**Recorded data**
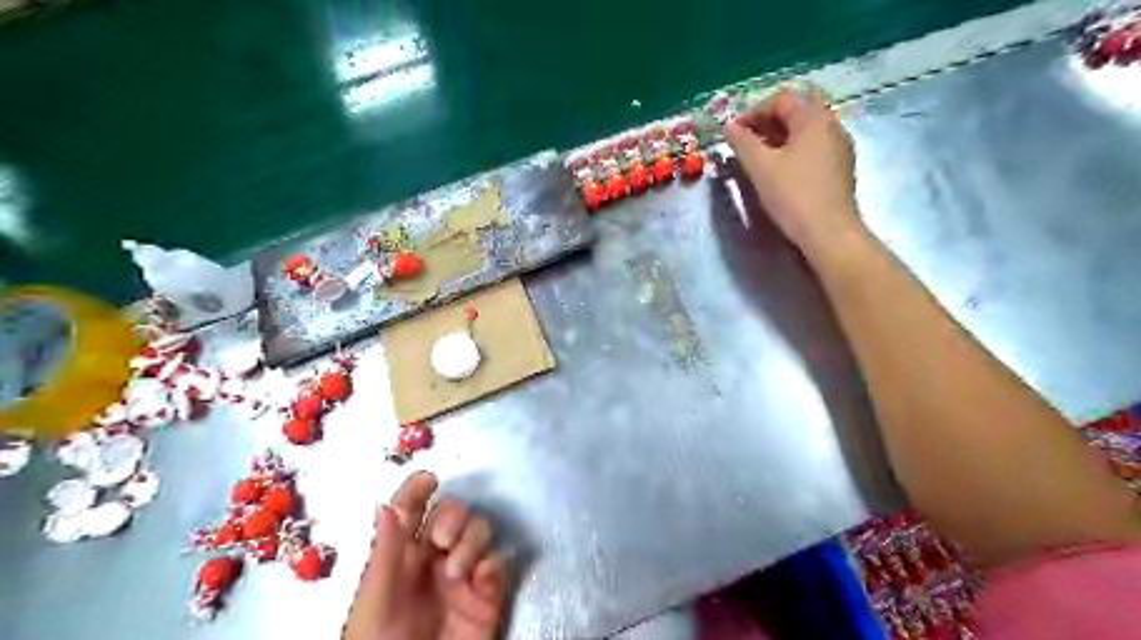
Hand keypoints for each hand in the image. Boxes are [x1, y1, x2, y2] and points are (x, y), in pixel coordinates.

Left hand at [346, 474, 510, 639]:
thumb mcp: (376, 597)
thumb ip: (385, 550)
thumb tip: (385, 504)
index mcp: (402, 554)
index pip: (413, 510)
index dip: (419, 490)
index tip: (428, 480)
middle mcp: (435, 557)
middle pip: (454, 512)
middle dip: (454, 516)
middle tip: (443, 540)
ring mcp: (463, 574)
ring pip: (479, 531)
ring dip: (472, 540)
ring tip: (457, 570)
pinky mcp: (487, 594)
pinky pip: (499, 563)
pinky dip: (492, 564)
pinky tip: (480, 581)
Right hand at [726, 84, 860, 259]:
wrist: (828, 231)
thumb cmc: (792, 195)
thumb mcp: (760, 167)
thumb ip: (742, 142)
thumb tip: (729, 127)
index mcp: (813, 118)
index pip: (781, 100)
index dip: (753, 112)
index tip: (734, 132)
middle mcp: (831, 125)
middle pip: (796, 111)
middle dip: (768, 123)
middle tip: (746, 142)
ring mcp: (839, 146)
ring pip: (805, 130)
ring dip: (779, 137)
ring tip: (758, 158)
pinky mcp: (840, 167)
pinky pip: (813, 147)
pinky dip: (793, 150)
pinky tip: (780, 171)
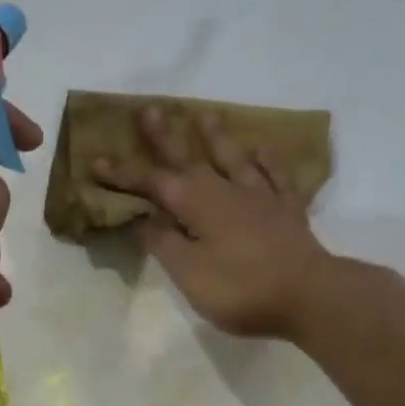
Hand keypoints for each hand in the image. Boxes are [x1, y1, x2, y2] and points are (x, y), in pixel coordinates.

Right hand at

**Task objective**
The lines to return are those holding the string "pinky" anywhere in the listing above.

**Result**
pinky mcp: (487, 594)
pinky pip: (499, 563)
pinky dip: (492, 564)
pinky tip: (480, 581)
pinky mcp: (840, 167)
pinky pip: (813, 147)
pinky dip: (793, 150)
pinky tip: (780, 171)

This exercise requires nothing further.